● **ENTRIES PROVIDED**
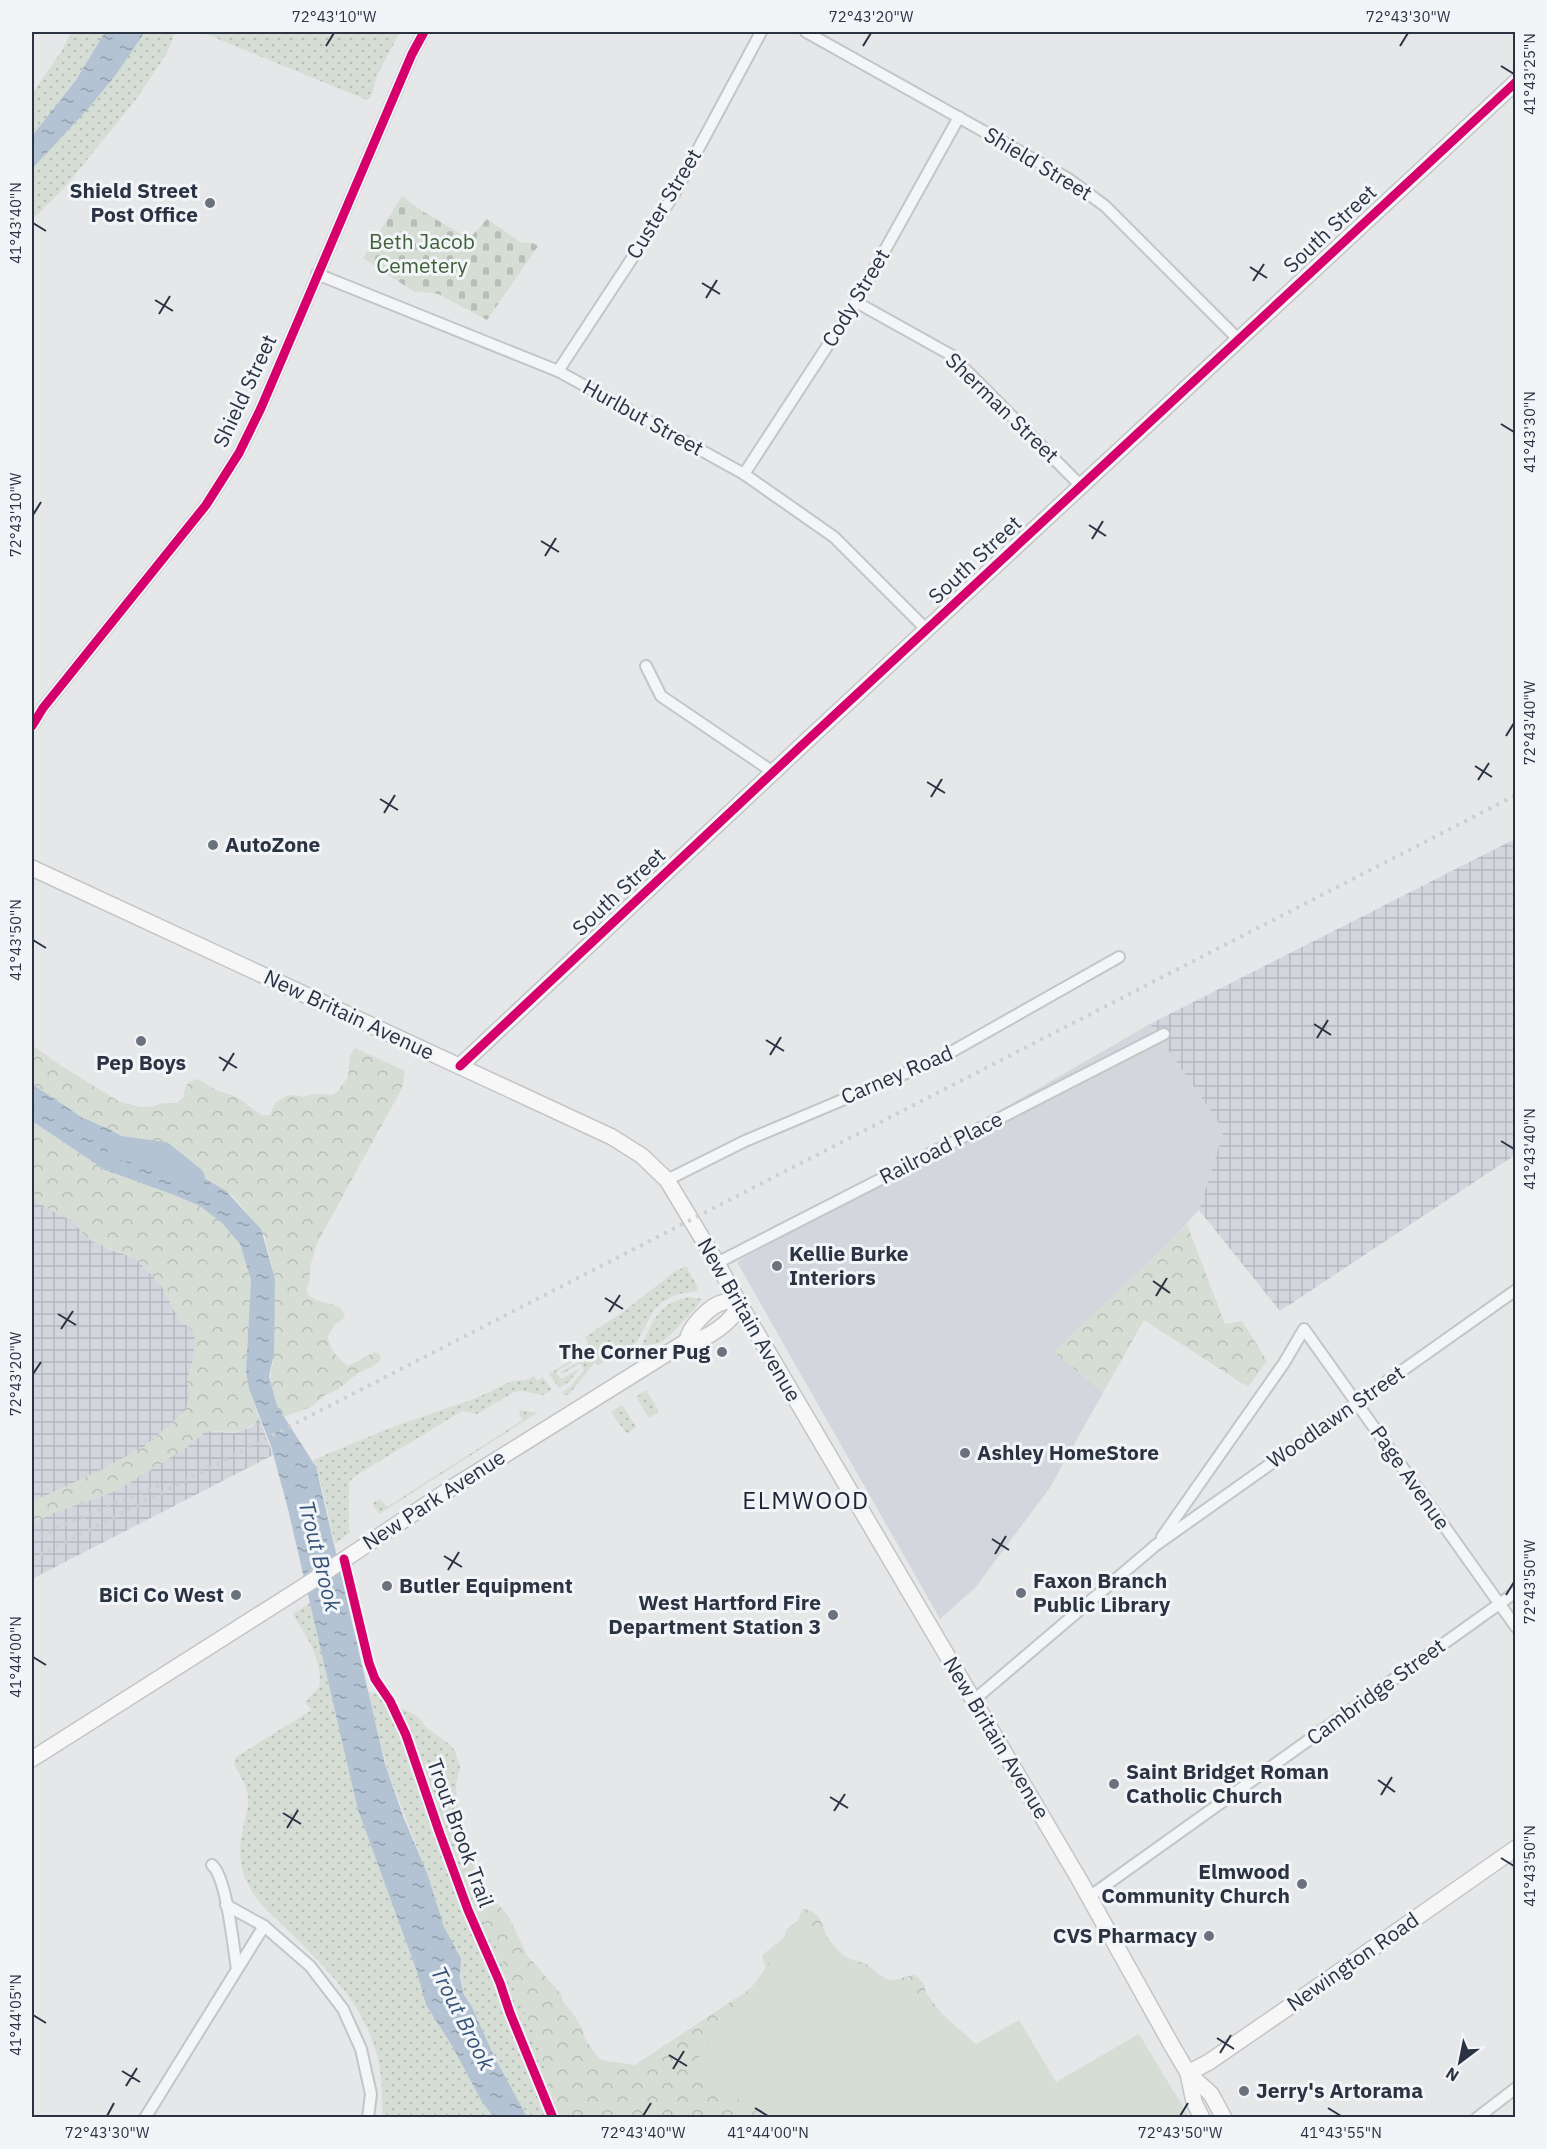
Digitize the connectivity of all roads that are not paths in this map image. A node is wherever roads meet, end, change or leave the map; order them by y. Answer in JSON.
{"nodes":[{"id":1,"x":424,"y":32,"type":"edge"},
{"id":2,"x":761,"y":32,"type":"edge"},
{"id":3,"x":806,"y":32,"type":"edge"},
{"id":4,"x":1515,"y":82,"type":"edge"},
{"id":5,"x":959,"y":117,"type":"junction"},
{"id":6,"x":317,"y":274,"type":"junction"},
{"id":7,"x":856,"y":302,"type":"junction"},
{"id":8,"x":1238,"y":339,"type":"junction"},
{"id":9,"x":558,"y":371,"type":"junction"},
{"id":10,"x":744,"y":474,"type":"junction"},
{"id":11,"x":1081,"y":486,"type":"junction"},
{"id":12,"x":927,"y":630,"type":"junction"},
{"id":13,"x":646,"y":666,"type":"dead end"},
{"id":14,"x":32,"y":726,"type":"edge"},
{"id":15,"x":773,"y":772,"type":"junction"},
{"id":16,"x":32,"y":868,"type":"edge"},
{"id":17,"x":1119,"y":957,"type":"dead end"},
{"id":18,"x":1164,"y":1034,"type":"dead end"},
{"id":19,"x":460,"y":1066,"type":"junction"},
{"id":20,"x":667,"y":1180,"type":"junction"},
{"id":21,"x":717,"y":1263,"type":"junction"},
{"id":22,"x":1515,"y":1290,"type":"edge"},
{"id":23,"x":739,"y":1303,"type":"junction"},
{"id":24,"x":1304,"y":1329,"type":"joint"},
{"id":25,"x":1356,"y":1403,"type":"junction"},
{"id":26,"x":1156,"y":1545,"type":"junction"},
{"id":27,"x":1515,"y":1592,"type":"edge"},
{"id":28,"x":1499,"y":1604,"type":"junction"},
{"id":29,"x":1515,"y":1627,"type":"edge"},
{"id":30,"x":974,"y":1700,"type":"junction"},
{"id":31,"x":32,"y":1759,"type":"edge"},
{"id":32,"x":1515,"y":1848,"type":"edge"},
{"id":33,"x":212,"y":1865,"type":"dead end"},
{"id":34,"x":1089,"y":1896,"type":"junction"},
{"id":35,"x":226,"y":1905,"type":"junction"},
{"id":36,"x":264,"y":1926,"type":"junction"},
{"id":37,"x":237,"y":1969,"type":"junction"},
{"id":38,"x":1188,"y":2073,"type":"junction"},
{"id":39,"x":1515,"y":2088,"type":"edge"},
{"id":40,"x":145,"y":2118,"type":"edge"},
{"id":41,"x":368,"y":2118,"type":"edge"},
{"id":42,"x":1202,"y":2118,"type":"edge"},
{"id":43,"x":1224,"y":2118,"type":"edge"},
{"id":44,"x":1477,"y":2118,"type":"edge"}],
"edges":[{"from":1,"to":6,"type":"street","name":"Shield Street"},
{"from":2,"to":9,"type":"street","name":"Custer Street"},
{"from":3,"to":5,"type":"street","name":"Shield Street"},
{"from":4,"to":8,"type":"main road","name":"South Street"},
{"from":5,"to":7,"type":"street","name":"Cody Street"},
{"from":5,"to":8,"type":"street","name":"Shield Street"},
{"from":6,"to":9,"type":"street","name":"Hurlbut Street"},
{"from":6,"to":14,"type":"street","name":"Shield Street"},
{"from":7,"to":10,"type":"street","name":"Cody Street"},
{"from":7,"to":11,"type":"street","name":"Sherman Street"},
{"from":8,"to":11,"type":"main road","name":"South Street"},
{"from":9,"to":10,"type":"street","name":"Hurlbut Street"},
{"from":10,"to":12,"type":"street","name":"Hurlbut Street"},
{"from":11,"to":12,"type":"main road","name":"South Street"},
{"from":12,"to":15,"type":"main road","name":"South Street"},
{"from":13,"to":15,"type":"street"},
{"from":15,"to":19,"type":"main road","name":"South Street"},
{"from":16,"to":19,"type":"main road","name":"New Britain Avenue"},
{"from":17,"to":20,"type":"street","name":"Carney Road"},
{"from":18,"to":21,"type":"street","name":"Railroad Place"},
{"from":19,"to":20,"type":"main road","name":"New Britain Avenue"},
{"from":20,"to":21,"type":"main road","name":"New Britain Avenue"},
{"from":21,"to":23,"type":"main road","name":"New Britain Avenue"},
{"from":22,"to":25,"type":"street","name":"Woodlawn Street"},
{"from":23,"to":30,"type":"main road","name":"New Britain Avenue"},
{"from":23,"to":31,"type":"main road","name":"New Park Avenue"},
{"from":24,"to":25,"type":"street","name":"Page Avenue"},
{"from":24,"to":26,"type":"street","name":"Woodlawn Street"},
{"from":25,"to":26,"type":"street","name":"Woodlawn Street"},
{"from":25,"to":28,"type":"street","name":"Page Avenue"},
{"from":26,"to":30,"type":"street","name":"Woodlawn Street"},
{"from":27,"to":28,"type":"street","name":"Cambridge Street"},
{"from":28,"to":29,"type":"street","name":"Page Avenue"},
{"from":28,"to":34,"type":"street","name":"Cambridge Street"},
{"from":30,"to":34,"type":"main road","name":"New Britain Avenue"},
{"from":32,"to":38,"type":"main road","name":"Newington Road"},
{"from":33,"to":35,"type":"street"},
{"from":34,"to":38,"type":"main road","name":"New Britain Avenue"},
{"from":35,"to":36,"type":"street"},
{"from":35,"to":37,"type":"street"},
{"from":36,"to":37,"type":"street"},
{"from":36,"to":41,"type":"street"},
{"from":37,"to":40,"type":"street"},
{"from":38,"to":42,"type":"main road","name":"New Britain Avenue"},
{"from":38,"to":43,"type":"main road","name":"New Britain Avenue"},
{"from":39,"to":44,"type":"street"}]}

● **WORK TO COMPLETE**
What is needed is an exact copy of all the data, with no images in it.

● **RESULT FOR THIS EXERCISE**
Digitize the connectivity of all roads that are not paths in this map image. A node is wherever roads meet, end, change or leave the map; order them by y. Answer in JSON.
{"nodes":[{"id":1,"x":424,"y":32,"type":"edge"},
{"id":2,"x":761,"y":32,"type":"edge"},
{"id":3,"x":806,"y":32,"type":"edge"},
{"id":4,"x":1515,"y":82,"type":"edge"},
{"id":5,"x":959,"y":117,"type":"junction"},
{"id":6,"x":317,"y":274,"type":"junction"},
{"id":7,"x":856,"y":302,"type":"junction"},
{"id":8,"x":1238,"y":339,"type":"junction"},
{"id":9,"x":558,"y":371,"type":"junction"},
{"id":10,"x":744,"y":474,"type":"junction"},
{"id":11,"x":1081,"y":486,"type":"junction"},
{"id":12,"x":927,"y":630,"type":"junction"},
{"id":13,"x":646,"y":666,"type":"dead end"},
{"id":14,"x":32,"y":726,"type":"edge"},
{"id":15,"x":773,"y":772,"type":"junction"},
{"id":16,"x":32,"y":868,"type":"edge"},
{"id":17,"x":1119,"y":957,"type":"dead end"},
{"id":18,"x":1164,"y":1034,"type":"dead end"},
{"id":19,"x":460,"y":1066,"type":"junction"},
{"id":20,"x":667,"y":1180,"type":"junction"},
{"id":21,"x":717,"y":1263,"type":"junction"},
{"id":22,"x":1515,"y":1290,"type":"edge"},
{"id":23,"x":739,"y":1303,"type":"junction"},
{"id":24,"x":1304,"y":1329,"type":"joint"},
{"id":25,"x":1356,"y":1403,"type":"junction"},
{"id":26,"x":1156,"y":1545,"type":"junction"},
{"id":27,"x":1515,"y":1592,"type":"edge"},
{"id":28,"x":1499,"y":1604,"type":"junction"},
{"id":29,"x":1515,"y":1627,"type":"edge"},
{"id":30,"x":974,"y":1700,"type":"junction"},
{"id":31,"x":32,"y":1759,"type":"edge"},
{"id":32,"x":1515,"y":1848,"type":"edge"},
{"id":33,"x":212,"y":1865,"type":"dead end"},
{"id":34,"x":1089,"y":1896,"type":"junction"},
{"id":35,"x":226,"y":1905,"type":"junction"},
{"id":36,"x":264,"y":1926,"type":"junction"},
{"id":37,"x":237,"y":1969,"type":"junction"},
{"id":38,"x":1188,"y":2073,"type":"junction"},
{"id":39,"x":1515,"y":2088,"type":"edge"},
{"id":40,"x":145,"y":2118,"type":"edge"},
{"id":41,"x":368,"y":2118,"type":"edge"},
{"id":42,"x":1202,"y":2118,"type":"edge"},
{"id":43,"x":1224,"y":2118,"type":"edge"},
{"id":44,"x":1477,"y":2118,"type":"edge"}],
"edges":[{"from":1,"to":6,"type":"street","name":"Shield Street"},
{"from":2,"to":9,"type":"street","name":"Custer Street"},
{"from":3,"to":5,"type":"street","name":"Shield Street"},
{"from":4,"to":8,"type":"main road","name":"South Street"},
{"from":5,"to":7,"type":"street","name":"Cody Street"},
{"from":5,"to":8,"type":"street","name":"Shield Street"},
{"from":6,"to":9,"type":"street","name":"Hurlbut Street"},
{"from":6,"to":14,"type":"street","name":"Shield Street"},
{"from":7,"to":10,"type":"street","name":"Cody Street"},
{"from":7,"to":11,"type":"street","name":"Sherman Street"},
{"from":8,"to":11,"type":"main road","name":"South Street"},
{"from":9,"to":10,"type":"street","name":"Hurlbut Street"},
{"from":10,"to":12,"type":"street","name":"Hurlbut Street"},
{"from":11,"to":12,"type":"main road","name":"South Street"},
{"from":12,"to":15,"type":"main road","name":"South Street"},
{"from":13,"to":15,"type":"street"},
{"from":15,"to":19,"type":"main road","name":"South Street"},
{"from":16,"to":19,"type":"main road","name":"New Britain Avenue"},
{"from":17,"to":20,"type":"street","name":"Carney Road"},
{"from":18,"to":21,"type":"street","name":"Railroad Place"},
{"from":19,"to":20,"type":"main road","name":"New Britain Avenue"},
{"from":20,"to":21,"type":"main road","name":"New Britain Avenue"},
{"from":21,"to":23,"type":"main road","name":"New Britain Avenue"},
{"from":22,"to":25,"type":"street","name":"Woodlawn Street"},
{"from":23,"to":30,"type":"main road","name":"New Britain Avenue"},
{"from":23,"to":31,"type":"main road","name":"New Park Avenue"},
{"from":24,"to":25,"type":"street","name":"Page Avenue"},
{"from":24,"to":26,"type":"street","name":"Woodlawn Street"},
{"from":25,"to":26,"type":"street","name":"Woodlawn Street"},
{"from":25,"to":28,"type":"street","name":"Page Avenue"},
{"from":26,"to":30,"type":"street","name":"Woodlawn Street"},
{"from":27,"to":28,"type":"street","name":"Cambridge Street"},
{"from":28,"to":29,"type":"street","name":"Page Avenue"},
{"from":28,"to":34,"type":"street","name":"Cambridge Street"},
{"from":30,"to":34,"type":"main road","name":"New Britain Avenue"},
{"from":32,"to":38,"type":"main road","name":"Newington Road"},
{"from":33,"to":35,"type":"street"},
{"from":34,"to":38,"type":"main road","name":"New Britain Avenue"},
{"from":35,"to":36,"type":"street"},
{"from":35,"to":37,"type":"street"},
{"from":36,"to":37,"type":"street"},
{"from":36,"to":41,"type":"street"},
{"from":37,"to":40,"type":"street"},
{"from":38,"to":42,"type":"main road","name":"New Britain Avenue"},
{"from":38,"to":43,"type":"main road","name":"New Britain Avenue"},
{"from":39,"to":44,"type":"street"}]}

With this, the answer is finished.